### Problem to work on
In the records, find each line where "from" occurs, and copy it.

(Source data)
....
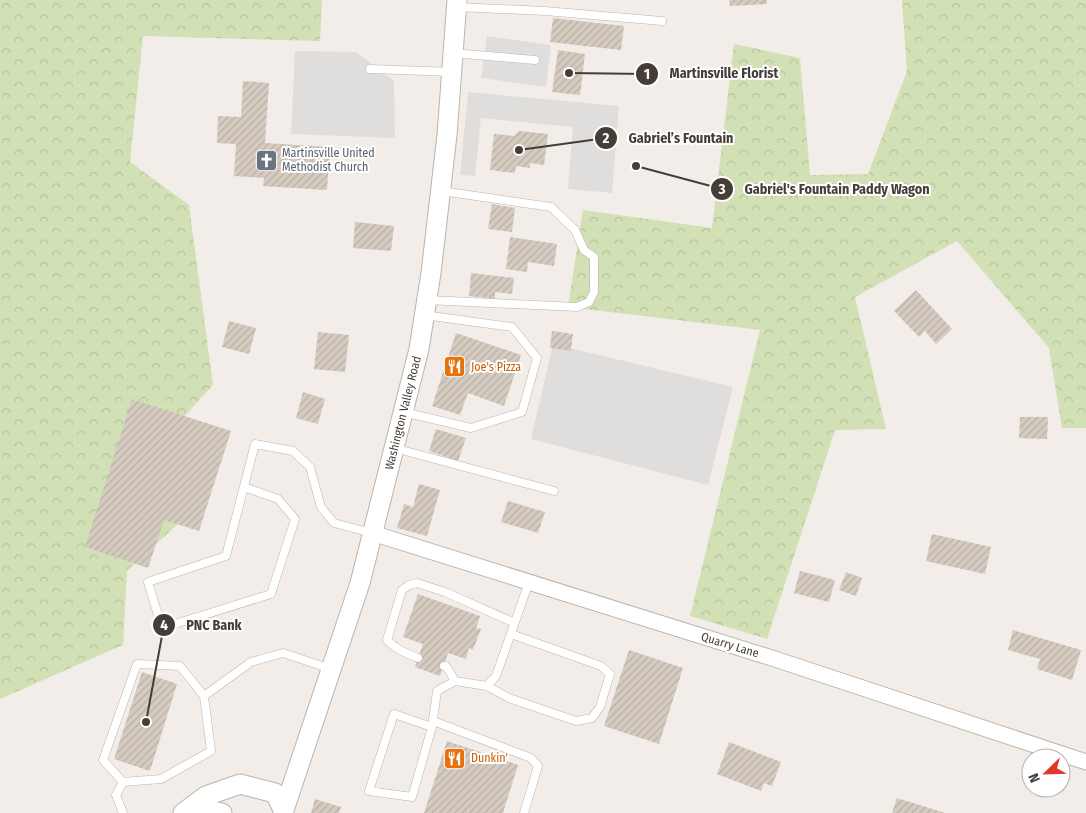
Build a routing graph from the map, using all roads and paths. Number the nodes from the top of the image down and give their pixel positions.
1 (457, 4) edge
2 (662, 21) dead end
3 (453, 53) junction
4 (535, 60) dead end
5 (370, 69) dead end
6 (452, 72) junction
7 (441, 191) junction
8 (426, 308) junction
9 (403, 412) junction
10 (394, 448) junction
11 (244, 487) junction
12 (554, 491) dead end
13 (372, 533) junction
14 (529, 582) junction
15 (515, 622) junction
16 (511, 634) junction
17 (418, 658) dead end
18 (444, 666) dead end
19 (330, 669) junction
20 (455, 681) junction
21 (487, 686) junction
22 (204, 696) junction
23 (433, 724) junction
24 (1086, 762) edge
25 (123, 782) junction
26 (188, 810) edge
27 (123, 813) edge
28 (222, 813) edge
29 (282, 813) edge
30 (524, 813) edge

1 - 2 lane
1 - 3 street, Washington Valley Road
3 - 4 lane
3 - 6 street, Washington Valley Road
5 - 6 lane
6 - 7 street, Washington Valley Road
7 - 8 street, Washington Valley Road
7 - 8 lane
8 - 9 street, Washington Valley Road
8 - 9 lane
9 - 10 street, Washington Valley Road
10 - 12 lane
10 - 13 street, Washington Valley Road
11 - 11 lane
11 - 13 lane
13 - 14 street, Quarry Lane
13 - 19 street, Washington Valley Road
14 - 15 lane
14 - 24 street, Quarry Lane
15 - 16 lane
15 - 17 lane
16 - 21 lane
16 - 21 lane
18 - 20 lane
19 - 22 lane
19 - 29 street, Washington Valley Road
20 - 21 lane
20 - 23 lane
22 - 25 lane
22 - 25 lane
23 - 23 lane
23 - 30 lane
25 - 27 lane
26 - 28 street
26 - 29 street

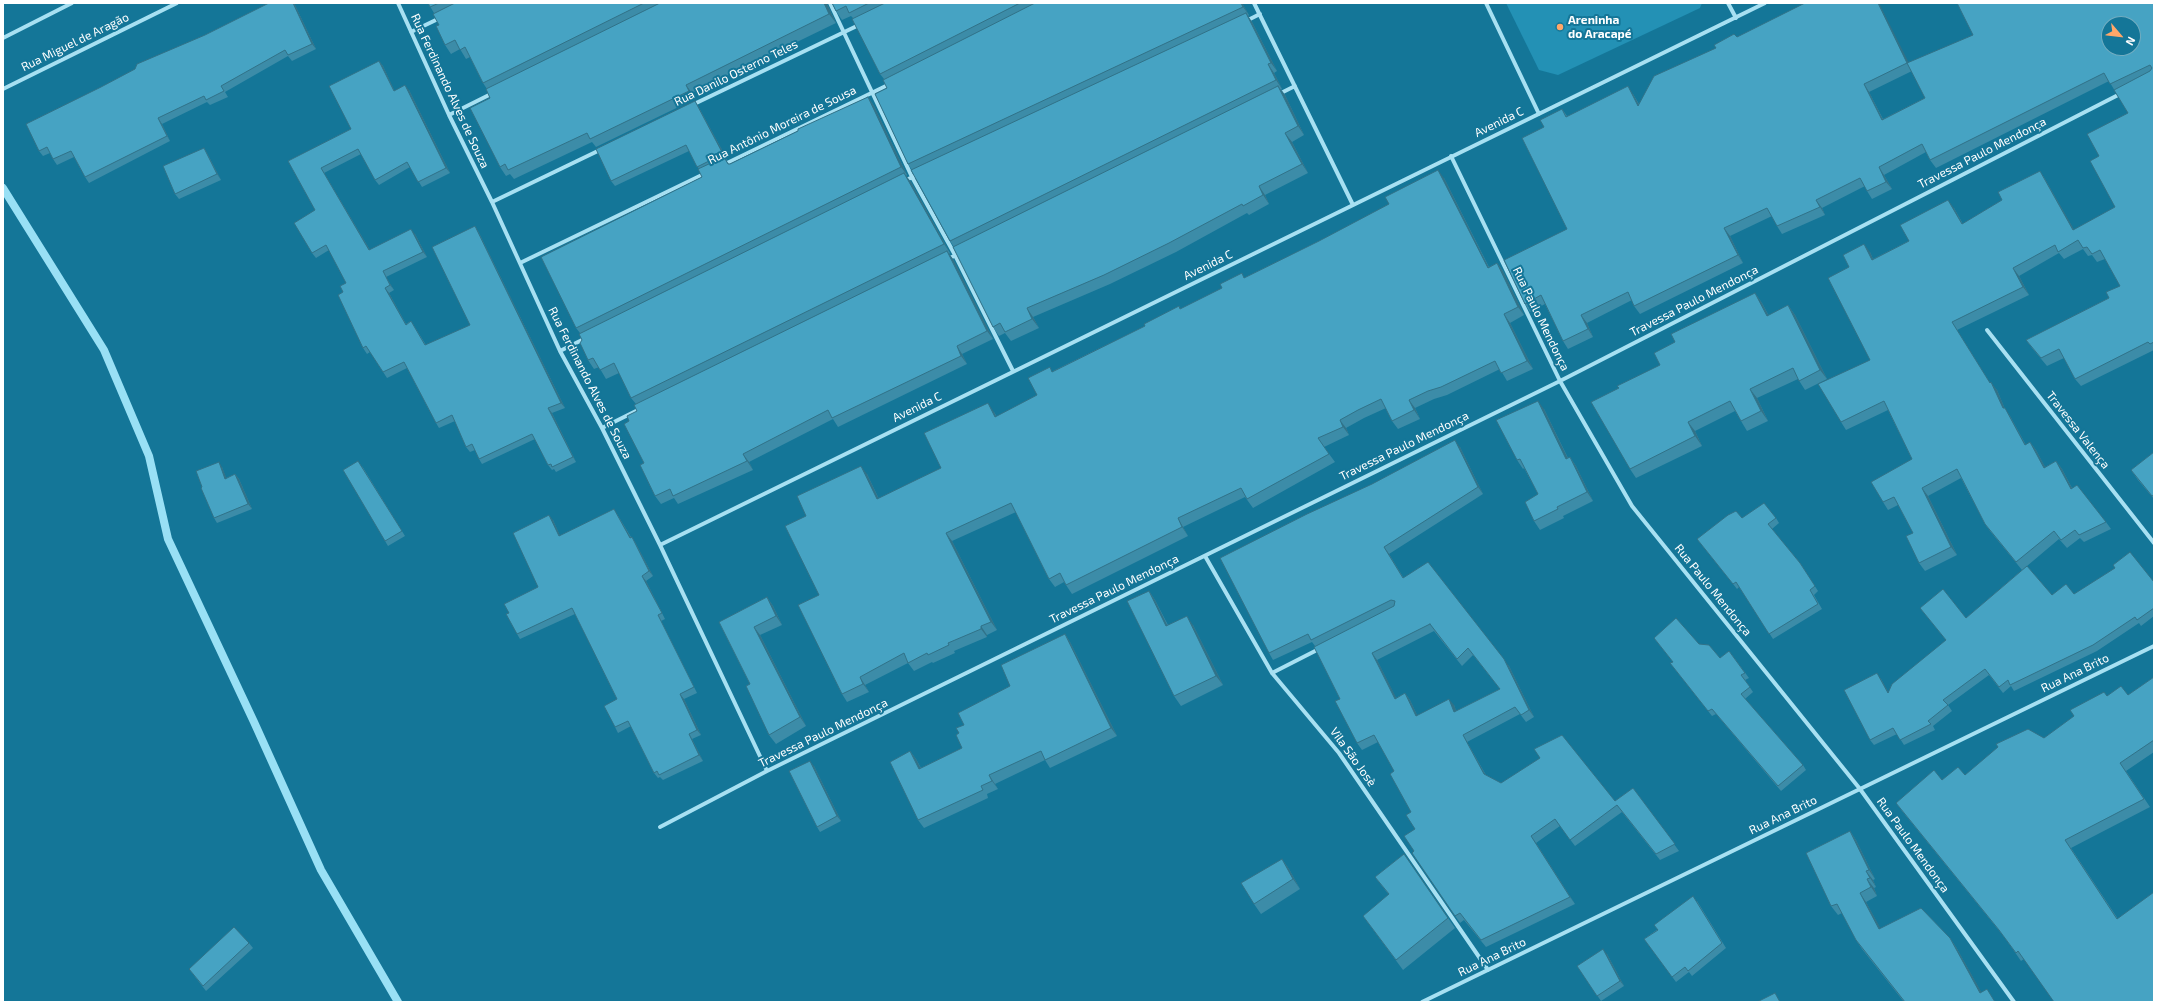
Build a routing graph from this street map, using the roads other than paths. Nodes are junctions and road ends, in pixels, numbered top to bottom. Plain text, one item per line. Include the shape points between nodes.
1 (72, 3) edge
2 (177, 3) edge
3 (398, 3) edge
4 (830, 3) edge
5 (1254, 3) edge
6 (1486, 3) edge
7 (1728, 3) edge
8 (1765, 3) edge
9 (1260, 14) junction
10 (444, 16) edge
11 (1736, 18) junction
12 (866, 21) edge
13 (1239, 24) edge
14 (411, 32) junction
15 (844, 32) junction
16 (3, 38) edge
17 (895, 82) edge
18 (1295, 86) junction
19 (3, 89) edge
20 (499, 90) edge
21 (2126, 91) edge
22 (874, 92) junction
23 (1274, 96) edge
24 (686, 108) edge
25 (1539, 114) junction
26 (449, 115) junction
27 (607, 146) edge
28 (1451, 156) junction
29 (718, 167) edge
30 (711, 170) edge
31 (926, 171) edge
32 (912, 177) junction
33 (898, 184) edge
34 (492, 202) junction
35 (1353, 205) junction
36 (969, 248) edge
37 (955, 255) junction
38 (520, 262) junction
39 (941, 262) edge
40 (1987, 330) dead end
41 (588, 337) edge
42 (560, 351) junction
43 (1014, 370) junction
44 (1560, 381) junction
45 (644, 407) edge
46 (602, 428) junction
47 (2154, 543) edge
48 (660, 545) junction
49 (1205, 556) junction
50 (1327, 645) edge
51 (2154, 646) edge
52 (1272, 673) junction
53 (767, 772) junction
54 (1860, 789) junction
55 (660, 827) dead end
56 (1488, 970) junction
57 (1422, 1002) edge
58 (2014, 1002) edge

1 - 16 street
2 - 19 street, Rua Miguel de Aragão
3 - 14 street, Rua Ferdinando Alves de Souza
4 - 15 street
5 - 9 street
6 - 25 street
7 - 11 street
8 - 11 street, Avenida C
9 - 13 street
9 - 18 street
10 - 14 street
11 - 25 street, Avenida C
12 - 15 street, Rua Danilo Osterno Teles
14 - 26 street, Rua Ferdinando Alves de Souza
15 - 22 street
15 - 24 street, Rua Danilo Osterno Teles
17 - 22 street, Rua Antônio Moreira de Sousa
18 - 23 street
18 - 35 street
20 - 26 street
21 - 44 street, Travessa Paulo Mendonça
22 - 29 street, Rua Antônio Moreira de Sousa
22 - 32 street
25 - 28 street, Avenida C
26 - 34 street, Rua Ferdinando Alves de Souza
27 - 34 street
28 - 35 street, Avenida C
28 - 44 street, Rua Paulo Mendonça
30 - 38 street, Rua Antônio Moreira de Sousa
31 - 32 street
32 - 33 street
32 - 37 street
34 - 38 street, Rua Ferdinando Alves de Souza
35 - 43 street, Avenida C
36 - 37 street
37 - 39 street
37 - 43 street
38 - 42 street, Rua Ferdinando Alves de Souza
40 - 47 street, Travessa Valença
41 - 42 street
42 - 46 street, Rua Ferdinando Alves de Souza
43 - 48 street, Avenida C
44 - 49 street, Travessa Paulo Mendonça
44 - 54 street, Rua Paulo Mendonça via 1632,506
45 - 46 street
46 - 48 street, Rua Ferdinando Alves de Souza
48 - 53 street, Rua Ferdinando Alves de Souza
49 - 52 street, Vila São Josè
49 - 53 street, Travessa Paulo Mendonça
50 - 52 street
51 - 54 street, Rua Ana Brito
52 - 56 street, Vila São Josè via 1339,753
53 - 55 street, Travessa Paulo Mendonça
54 - 56 street, Rua Ana Brito
54 - 58 street, Rua Paulo Mendonça
56 - 57 street, Rua Ana Brito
....
### Result of the exercise
Build a routing graph from the map, using all roads and paths. Number the nodes from the top of the image down and give their pixel positions.
Build a routing graph from this street map, using the roads other than paths. Nodes are junctions and road ends, in pixels, numbered top to bottom. Plain text, one item per line. Include the shape points between nodes.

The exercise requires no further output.